I did not hear the crash but I vaguely recall hearing the sirens in the wee small hours of Saturday morning. Although I thought it was a dream. At the top of the street yellow police tape cordoned off a good long section of El Camino Real. By 0730 hours the car was gone but the sheriffs department was still sweeping up - and would continue to do so for another 5 hours - and the utility guys were working on the fractured street lamps.
The bodies fell just outside a seasonal Christmas tree lot and over the grim day the chain link fence girding the lot blossomed with grocery store bouquets of all sizes and shapes wrapped in their holiday cellophane. The sidewalk swam with lit candles in memorial pillars of the kind favored here. Tucked among the candles were photographs, prayer cards, a runner's medal, a few six packs of Guinness beer - strange because what was a memory might also have been what killed.
The weather here has been cold. And I have been deeply troubled by this loss: the brutal death of 4 young people, all local to this town, graduates of the local high school, with families and friends right here. How does a car break in half like that? Two concrete light posts, one sheared off at the sidewalk. The cops say that the BMW was traveling 125 mph, incomprehensible on a street with signal lights every few blocks. But maybe at 0130 hours in the morning all they saw was a pathway of green.
Is it that death in this season reminds us of the intimacy of the holidays? Or is it the holidays that remind us of the randomness of death? I can't say.
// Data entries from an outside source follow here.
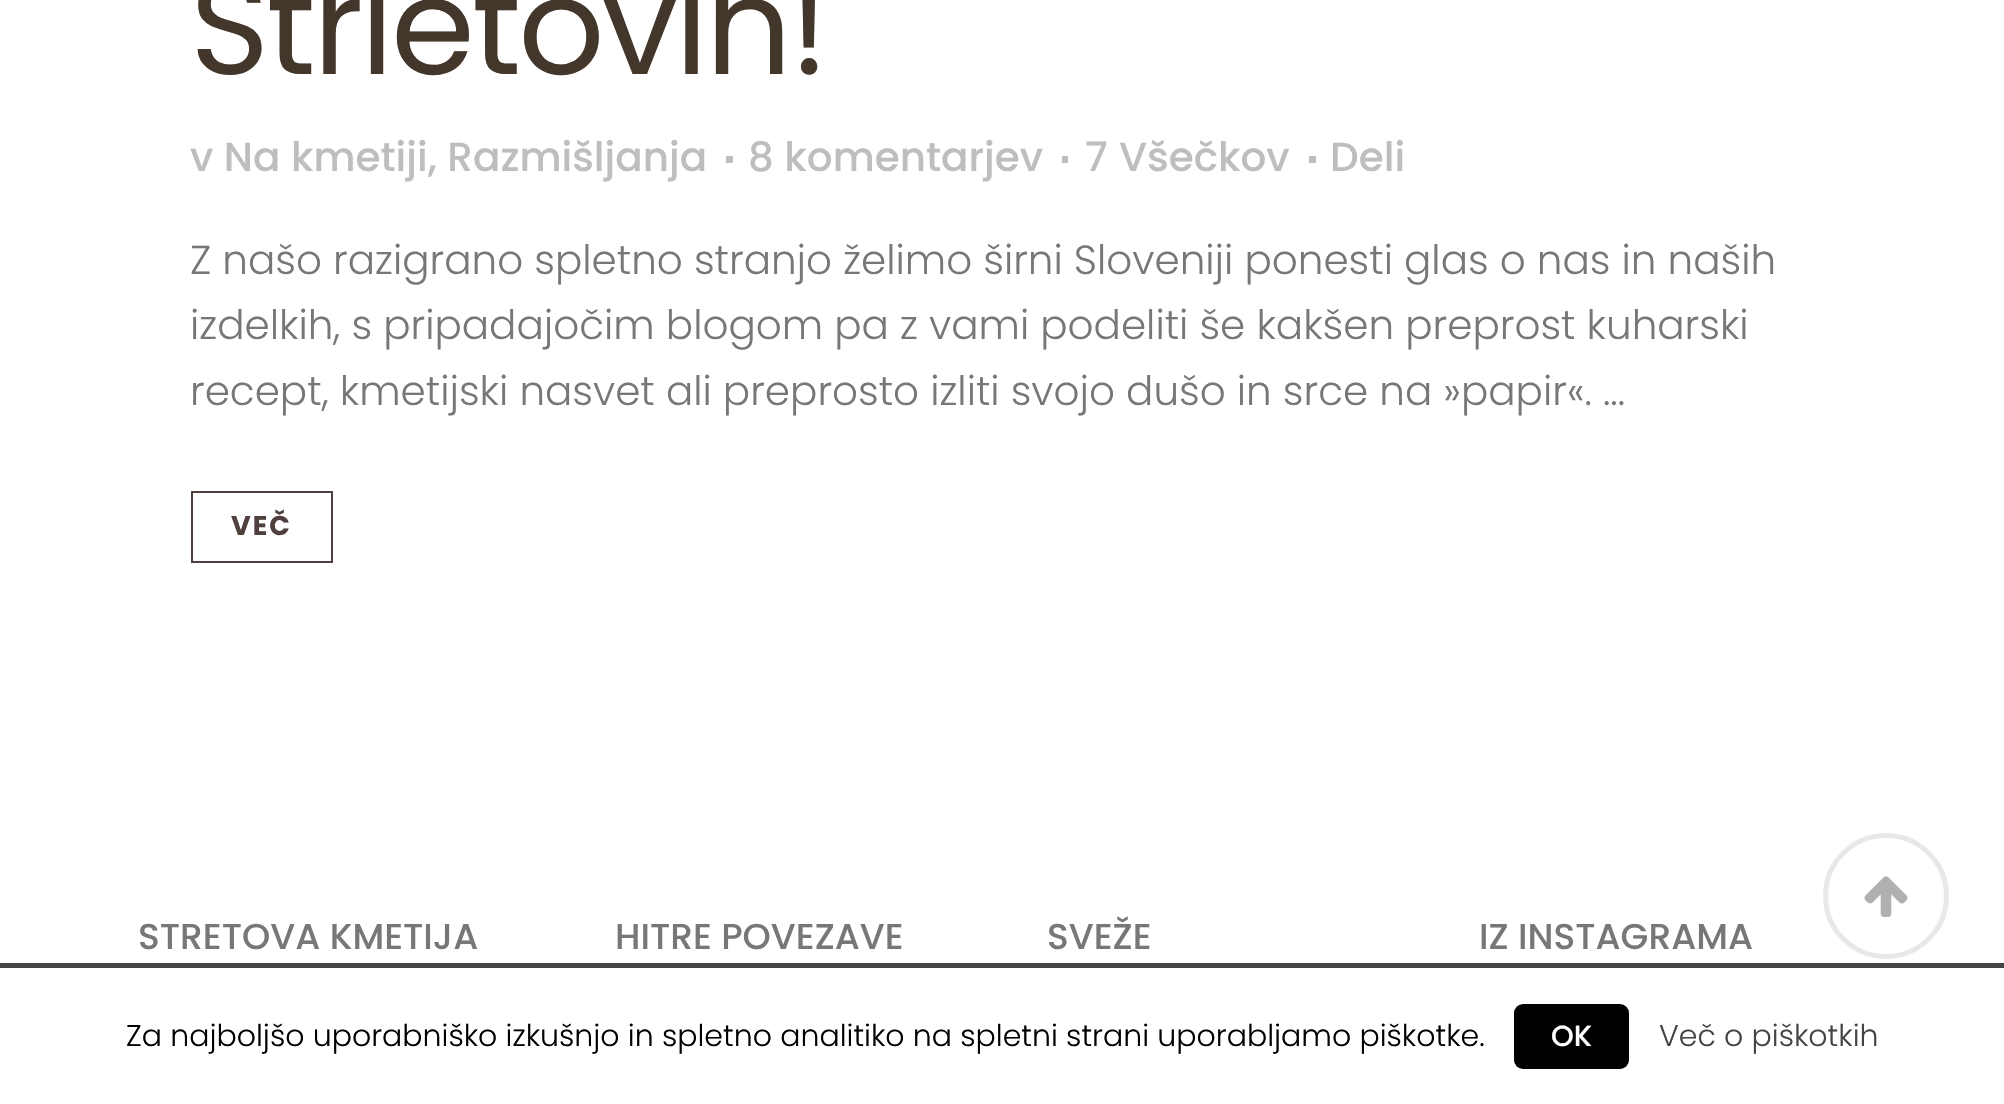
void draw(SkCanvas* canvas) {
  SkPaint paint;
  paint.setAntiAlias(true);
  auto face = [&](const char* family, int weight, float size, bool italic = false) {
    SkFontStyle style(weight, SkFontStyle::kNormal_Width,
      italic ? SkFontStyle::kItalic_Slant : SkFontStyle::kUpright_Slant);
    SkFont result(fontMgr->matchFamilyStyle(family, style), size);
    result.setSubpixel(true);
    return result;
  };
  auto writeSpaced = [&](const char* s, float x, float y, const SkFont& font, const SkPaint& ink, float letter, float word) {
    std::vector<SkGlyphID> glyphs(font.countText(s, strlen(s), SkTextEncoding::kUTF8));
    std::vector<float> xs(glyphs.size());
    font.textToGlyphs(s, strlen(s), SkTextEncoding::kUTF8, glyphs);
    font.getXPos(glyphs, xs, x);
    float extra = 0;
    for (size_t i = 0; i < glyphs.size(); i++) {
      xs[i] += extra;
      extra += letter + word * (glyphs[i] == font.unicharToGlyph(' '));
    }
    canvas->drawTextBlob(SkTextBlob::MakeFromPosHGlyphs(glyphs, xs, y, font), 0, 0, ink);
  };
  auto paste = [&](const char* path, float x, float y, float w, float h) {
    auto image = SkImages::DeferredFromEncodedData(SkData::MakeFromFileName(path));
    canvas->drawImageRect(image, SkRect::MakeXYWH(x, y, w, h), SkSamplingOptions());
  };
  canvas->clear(0xffffffff);
  {
    const struct { float x, y, w, h; SkColor color; } items[] = {
      {726, 156, 7, 7, 0xffbebebe},
      {1062, 156, 6, 7, 0xffbebebe},
      {1309, 156, 7, 7, 0xffbebebe},
    };
    for (auto [x, y, w, h, color] : items) {
      paint.setColor(color);
      canvas->drawRect(SkRect::MakeXYWH(x, y, w, h), paint);
    }
  }
  paint.setStroke(true);
  paint.setStrokeWidth(2);
  paint.setColor(0xff4f403d);
  canvas->drawRect(SkRect::MakeXYWH(192, 492, 140, 70), paint);
  paint.setStrokeWidth(5);
  paint.setColor(0xffe8e8e8);
  canvas->drawCircle(1886, 896, 60.5f, paint);
  paste("img/1.png", 1864, 876, 44, 42);
  paint.setStroke(false);
  paint.setColor(0xff444444);
  canvas->drawRect(SkRect::MakeXYWH(0, 963, 2004, 5), paint);
  paint.setColor(0xff000000);
  canvas->drawRoundRect(SkRect::MakeXYWH(1514, 1004, 115, 65), 9, 9, paint);
  auto f0 = face("Poppins", 400, 135);
  paint.setColor(0xff43362b);
  writeSpaced("Strletovih!", 190, 74, f0, paint, -2.75f, 0);
  auto f1 = face("Poppins", 500, 40.5f);
  paint.setColor(0xffbebebe);
  {
    const struct { const char* s; float x, y; } items[] = {
      {"v Na kmetiji, Razmišljanja", 190, 171},
      {"8 komentarjev", 748, 171},
      {"7", 1085, 171},
      {"Všečkov", 1119, 171},
      {"Deli", 1330, 171},
    };
    for (auto [s, x, y] : items) {
      canvas->drawString(s, x, y, f1, paint);
    }
  }
  auto f2 = face("Poppins", 300, 40.5f);
  paint.setColor(0xff777777);
  {
    const struct { const char* s; float x, y; } items[] = {
      {"Z našo razigrano spletno stranjo želimo širni Sloveniji ponesti glas o nas in naših", 190, 274},
      {"izdelkih, s pripadajočim blogom pa z vami podeliti še kakšen preprost kuharski", 190, 339},
      {"recept, kmetijski nasvet ali preprosto izliti svojo dušo in srce na »papir«. ...", 190, 405},
    };
    for (auto [s, x, y] : items) {
      canvas->drawString(s, x, y, f2, paint);
    }
  }
  auto f3 = face("Poppins", 700, 27);
  paint.setColor(0xff4f403d);
  writeSpaced("VEČ", 231, 535, f3, paint, 2, 0);
  auto f4 = face("Poppins", 500, 36);
  paint.setColor(0xff777777);
  {
    const struct { const char* s; float x, y; } items[] = {
      {"STRETOVA KMETIJA", 138, 949},
      {"HITRE POVEZAVE", 615, 949},
      {"SVEŽE", 1047, 949},
      {"IZ INSTAGRAMA", 1479, 949},
    };
    for (auto [s, x, y] : items) {
      canvas->drawString(s, x, y, f4, paint);
    }
  }
  auto f5 = face("Poppins", 300, 30);
  paint.setColor(0xff000000);
  canvas->drawString("Za najboljšo uporabniško izkušnjo in spletno analitiko na spletni strani uporabljamo piškotke.", 126, 1046, f5, paint);
  auto f6 = face("Poppins", 500, 29);
  paint.setColor(0xffffffff);
  canvas->drawString("OK", 1551, 1046, f6, paint);
  paint.setColor(0xff444444);
  canvas->drawString("Več o piškotkih", 1659, 1046, f5, paint);
}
Last night I stood outside the tree lot leaning against a palm tree, my hands deep in my jacket pockets zippered up against the chill winds that beat in off the ocean. I could make no sense of what I was looking at: the incongruity of Christmas trees being sold on one side of the fence and this spontaneous memorial on the other side. I knew I was there to stand in silence and in sorrow. And breathe.
I was reminded of a sweet folk song my sister used to sing. The words went something like this:
Bring me a rose in the wintertime
when it's hard to find
Bring me a rose in the wintertime
I've got roses on my mind.
A rose is sweet most any time
and yet,
bring me a rose in the winter time
it's so easy we forget.
Remember to be kind to each other, a little more so now.